GSK’s CEO Predicts Six Drug Approvals for the Company in 2020

Emma Walmsley, chief executive officer of GlaxoSmithKline, is predicting a good year for her company, with the potential of six regulatory approvals in the United States.

Emma Walmsley, chief executive officer of GlaxoSmithKline, is predicting a good year for her company, with the potential of six regulatory approvals in the United States.

Walmsley made the prediction Monday at the J.P. Morgan Healthcare Conference during an interview with CNBC’s Jim Cramer. Walmsley, who has helped turn GlaxoSmithKline around over the past few years with an intense focus on pharmaceuticals, told Cramer on his Mad Money show that GSK has three priorities – innovation, performance and trust.

“I am pleased with the progress and the momentum that we’ve been able to make over the past couple of years,” she said, as she touted positive data for patients on a number of programs, including those gained with the $5.1 billion acquisition of Tesaro Oncology in late 2018. She also pointed to some positive data in multiple myeloma, as well as the two-drug regimens for HIV that GSK subsidiary ViiV Healthcare has been developing.

That Tesaro acquisition has begun to show dividends. In October, Zejula, the PARP inhibitor at the center of the deal, was approved for a new indication. The FDA expanded Zejula’s (niraparib) approved treatments to include previously treated patients with advanced ovarian, fallopian tube, or primary peritoneal cancer patients. Zejula was initially approved by the FDA in March 2017 for the maintenance treatment of adult patients with recurrent epithelial ovarian, fallopian tube, or primary peritoneal cancer.
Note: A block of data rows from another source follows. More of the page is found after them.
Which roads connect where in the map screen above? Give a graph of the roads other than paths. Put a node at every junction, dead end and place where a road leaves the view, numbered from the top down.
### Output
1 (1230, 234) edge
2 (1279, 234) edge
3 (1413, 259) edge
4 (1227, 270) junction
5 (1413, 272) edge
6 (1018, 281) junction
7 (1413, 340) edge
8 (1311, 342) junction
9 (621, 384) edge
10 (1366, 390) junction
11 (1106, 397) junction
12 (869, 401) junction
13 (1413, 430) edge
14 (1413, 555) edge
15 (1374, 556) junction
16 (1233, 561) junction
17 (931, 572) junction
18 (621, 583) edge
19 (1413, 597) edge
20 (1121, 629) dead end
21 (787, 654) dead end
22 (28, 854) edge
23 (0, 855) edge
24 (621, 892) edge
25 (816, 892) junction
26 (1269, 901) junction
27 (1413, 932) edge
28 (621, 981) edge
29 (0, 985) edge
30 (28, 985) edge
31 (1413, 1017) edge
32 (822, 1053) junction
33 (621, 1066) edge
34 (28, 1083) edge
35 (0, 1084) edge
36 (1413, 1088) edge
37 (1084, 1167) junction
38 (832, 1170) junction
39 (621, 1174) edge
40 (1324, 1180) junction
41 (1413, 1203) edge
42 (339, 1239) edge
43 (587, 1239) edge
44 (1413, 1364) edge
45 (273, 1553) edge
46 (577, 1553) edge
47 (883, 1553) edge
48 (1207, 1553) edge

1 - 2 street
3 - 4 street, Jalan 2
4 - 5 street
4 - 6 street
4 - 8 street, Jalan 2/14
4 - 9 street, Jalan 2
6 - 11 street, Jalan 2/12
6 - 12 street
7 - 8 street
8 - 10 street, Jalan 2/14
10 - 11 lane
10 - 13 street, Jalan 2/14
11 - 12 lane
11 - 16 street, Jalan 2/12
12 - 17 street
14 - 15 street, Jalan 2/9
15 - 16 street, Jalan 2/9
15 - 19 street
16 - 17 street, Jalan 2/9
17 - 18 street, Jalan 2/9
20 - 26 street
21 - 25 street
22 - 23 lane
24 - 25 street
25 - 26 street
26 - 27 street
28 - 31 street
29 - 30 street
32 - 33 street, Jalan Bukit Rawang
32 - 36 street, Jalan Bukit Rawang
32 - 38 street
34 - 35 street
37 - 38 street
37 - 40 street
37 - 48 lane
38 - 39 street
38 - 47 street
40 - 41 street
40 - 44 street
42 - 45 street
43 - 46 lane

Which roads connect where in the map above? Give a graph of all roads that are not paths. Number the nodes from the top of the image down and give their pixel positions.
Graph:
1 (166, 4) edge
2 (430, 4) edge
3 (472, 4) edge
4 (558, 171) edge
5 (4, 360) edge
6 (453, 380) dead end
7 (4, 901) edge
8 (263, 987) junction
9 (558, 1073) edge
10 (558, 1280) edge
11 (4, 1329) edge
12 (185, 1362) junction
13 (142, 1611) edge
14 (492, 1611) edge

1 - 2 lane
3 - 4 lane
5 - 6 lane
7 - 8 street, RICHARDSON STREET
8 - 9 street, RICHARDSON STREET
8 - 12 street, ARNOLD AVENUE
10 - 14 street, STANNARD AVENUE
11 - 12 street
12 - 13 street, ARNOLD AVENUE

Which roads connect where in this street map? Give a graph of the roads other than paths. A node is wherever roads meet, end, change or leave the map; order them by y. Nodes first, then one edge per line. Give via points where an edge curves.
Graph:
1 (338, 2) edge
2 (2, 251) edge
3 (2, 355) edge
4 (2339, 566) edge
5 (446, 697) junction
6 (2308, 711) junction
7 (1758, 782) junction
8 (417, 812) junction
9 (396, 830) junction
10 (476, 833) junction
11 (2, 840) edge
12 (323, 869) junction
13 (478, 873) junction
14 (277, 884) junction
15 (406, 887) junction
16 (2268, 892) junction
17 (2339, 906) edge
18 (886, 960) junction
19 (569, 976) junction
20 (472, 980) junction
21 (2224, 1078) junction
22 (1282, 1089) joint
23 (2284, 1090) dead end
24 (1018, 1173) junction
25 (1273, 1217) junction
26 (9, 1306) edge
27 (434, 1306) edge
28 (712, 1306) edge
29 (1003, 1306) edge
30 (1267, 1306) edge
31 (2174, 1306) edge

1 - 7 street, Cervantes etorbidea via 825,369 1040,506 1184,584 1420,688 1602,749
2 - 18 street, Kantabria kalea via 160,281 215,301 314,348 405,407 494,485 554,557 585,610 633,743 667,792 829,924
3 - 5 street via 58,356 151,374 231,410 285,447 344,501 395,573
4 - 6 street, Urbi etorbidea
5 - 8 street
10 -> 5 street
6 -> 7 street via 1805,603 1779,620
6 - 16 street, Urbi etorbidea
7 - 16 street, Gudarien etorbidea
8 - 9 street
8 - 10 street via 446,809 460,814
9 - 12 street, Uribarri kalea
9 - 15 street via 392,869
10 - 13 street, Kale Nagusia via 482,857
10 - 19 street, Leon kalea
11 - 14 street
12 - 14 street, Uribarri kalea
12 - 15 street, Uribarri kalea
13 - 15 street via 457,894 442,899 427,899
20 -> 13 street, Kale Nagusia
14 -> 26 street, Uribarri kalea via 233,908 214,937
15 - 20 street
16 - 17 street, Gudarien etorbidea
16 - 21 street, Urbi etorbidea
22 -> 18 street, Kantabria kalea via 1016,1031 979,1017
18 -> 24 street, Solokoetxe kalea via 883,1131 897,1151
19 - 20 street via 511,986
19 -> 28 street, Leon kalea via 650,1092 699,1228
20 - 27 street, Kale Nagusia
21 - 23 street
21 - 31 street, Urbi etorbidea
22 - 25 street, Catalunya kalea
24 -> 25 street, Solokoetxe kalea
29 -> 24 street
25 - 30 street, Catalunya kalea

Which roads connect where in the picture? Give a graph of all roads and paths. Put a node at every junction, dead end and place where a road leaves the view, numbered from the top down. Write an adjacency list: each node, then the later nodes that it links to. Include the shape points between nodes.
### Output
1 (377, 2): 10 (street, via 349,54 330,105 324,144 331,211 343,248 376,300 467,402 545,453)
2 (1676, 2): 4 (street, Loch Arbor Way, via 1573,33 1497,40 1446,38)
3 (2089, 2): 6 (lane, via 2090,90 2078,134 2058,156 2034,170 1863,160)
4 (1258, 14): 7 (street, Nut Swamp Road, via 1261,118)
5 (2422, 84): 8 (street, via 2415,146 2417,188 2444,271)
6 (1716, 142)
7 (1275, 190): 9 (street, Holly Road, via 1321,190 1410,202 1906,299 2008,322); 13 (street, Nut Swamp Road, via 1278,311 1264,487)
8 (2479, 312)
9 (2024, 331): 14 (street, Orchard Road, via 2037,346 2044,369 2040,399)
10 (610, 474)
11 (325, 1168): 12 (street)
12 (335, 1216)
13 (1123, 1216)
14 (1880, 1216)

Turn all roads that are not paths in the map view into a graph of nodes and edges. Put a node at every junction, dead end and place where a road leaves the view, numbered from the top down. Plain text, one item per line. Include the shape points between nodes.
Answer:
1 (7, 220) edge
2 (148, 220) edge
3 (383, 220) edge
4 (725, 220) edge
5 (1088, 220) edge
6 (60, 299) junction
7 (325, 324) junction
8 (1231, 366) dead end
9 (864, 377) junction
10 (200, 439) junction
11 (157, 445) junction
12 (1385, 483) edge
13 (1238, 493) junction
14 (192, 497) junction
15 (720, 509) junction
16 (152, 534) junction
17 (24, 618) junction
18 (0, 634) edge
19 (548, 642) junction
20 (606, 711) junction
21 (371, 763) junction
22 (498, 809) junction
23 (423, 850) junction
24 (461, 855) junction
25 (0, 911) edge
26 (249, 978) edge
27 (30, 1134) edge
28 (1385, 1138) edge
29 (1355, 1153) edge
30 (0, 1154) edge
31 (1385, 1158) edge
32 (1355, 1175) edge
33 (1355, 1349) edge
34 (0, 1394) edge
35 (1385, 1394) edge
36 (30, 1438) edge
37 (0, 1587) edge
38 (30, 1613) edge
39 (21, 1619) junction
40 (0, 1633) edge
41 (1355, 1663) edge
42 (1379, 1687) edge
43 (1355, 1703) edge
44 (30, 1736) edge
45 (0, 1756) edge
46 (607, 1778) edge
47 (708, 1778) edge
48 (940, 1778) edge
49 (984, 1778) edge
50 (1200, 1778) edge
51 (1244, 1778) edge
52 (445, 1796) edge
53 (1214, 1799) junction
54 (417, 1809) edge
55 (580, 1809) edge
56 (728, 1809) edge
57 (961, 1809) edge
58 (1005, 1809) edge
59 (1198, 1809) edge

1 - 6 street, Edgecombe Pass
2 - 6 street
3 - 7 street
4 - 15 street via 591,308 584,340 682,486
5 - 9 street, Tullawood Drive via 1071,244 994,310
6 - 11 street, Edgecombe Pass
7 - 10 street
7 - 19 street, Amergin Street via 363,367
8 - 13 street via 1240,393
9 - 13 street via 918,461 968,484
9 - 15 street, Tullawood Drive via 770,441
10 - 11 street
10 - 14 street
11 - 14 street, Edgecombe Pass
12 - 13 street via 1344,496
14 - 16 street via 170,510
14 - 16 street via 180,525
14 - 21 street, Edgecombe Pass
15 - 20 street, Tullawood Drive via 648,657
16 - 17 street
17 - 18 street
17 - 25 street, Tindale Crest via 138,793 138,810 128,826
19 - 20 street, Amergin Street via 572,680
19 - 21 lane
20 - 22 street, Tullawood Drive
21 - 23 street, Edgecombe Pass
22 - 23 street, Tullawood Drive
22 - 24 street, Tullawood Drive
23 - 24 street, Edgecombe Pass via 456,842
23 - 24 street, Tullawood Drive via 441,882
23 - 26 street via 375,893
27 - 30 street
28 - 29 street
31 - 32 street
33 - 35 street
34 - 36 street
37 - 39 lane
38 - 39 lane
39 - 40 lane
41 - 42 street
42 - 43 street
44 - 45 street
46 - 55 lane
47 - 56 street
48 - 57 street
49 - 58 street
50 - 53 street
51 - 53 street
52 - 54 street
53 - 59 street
With all the positive data, Walmsley said she hopes that the clinical strengths of these drugs will lead to at least six approvals over this year. In December, the company submitted a Biologics License Application to the U.S. Food and Drug Administration for belantamab mafodotin in multiple myeloma, following positive Phase III results. As BioSpace reported, if the GSK drug is approved, it will go head-to-head against Johnson & Johnson and Genmab’s Darzalex, which in December showed that it decreased the risk of death or cancer getting worse by 37% in multiple myeloma patients.

The company is also looking at potential approval of a treatment for Hypereosinophilic Syndrome (HES), a rare group of inflammatory disorders. In November, GSK’s Nucala posted positive results in a Phase III trial. The drug demonstrated a statistically significant result with 50% fewer patients experiencing a HES flare, defined as a worsening of symptoms or eosinophil threshold requiring an escalation in therapy when added to standard of care and compared to placebo. GSK said the results mark Nucala as the first treatment to demonstrate a reduction in flares for this rare disease. Nucala, which targets the IL-5 pathway, was initially approved in 2015 by the FDA to treat patients age 12 years and older with severe asthma with an eosinophilic phenotype.

In HIV, ViiV, which is also partly owned by Pfizer and Shionogi Limited, has been driving forward in its research. However, in December the company saw a setback in its combination treatment of cabotegravir and rilpivirine for HIV-1 infection in virologically suppressed adults. The FDA issued a Complete Response Letter, raising concerns over “Chemistry Manufacturing and Controls.” GSK said it will work closely with the FDA to determine the appropriate next steps for this New Drug Application. ViiV won FDA approval for its first two-drug regimen, Juluca, in 2017.

The company, Walmsley told Cramer, has been “building confidence” in its ability to execute innovation. The company, Walmsley said, is “accelerating investment” in its research and development capabilities, but did not provide specifics as to how much money. In 2018, R&D head Hal Barron laid out the framework for the company’s long-term strategy that included a focus on oncology, the immune system and genetics.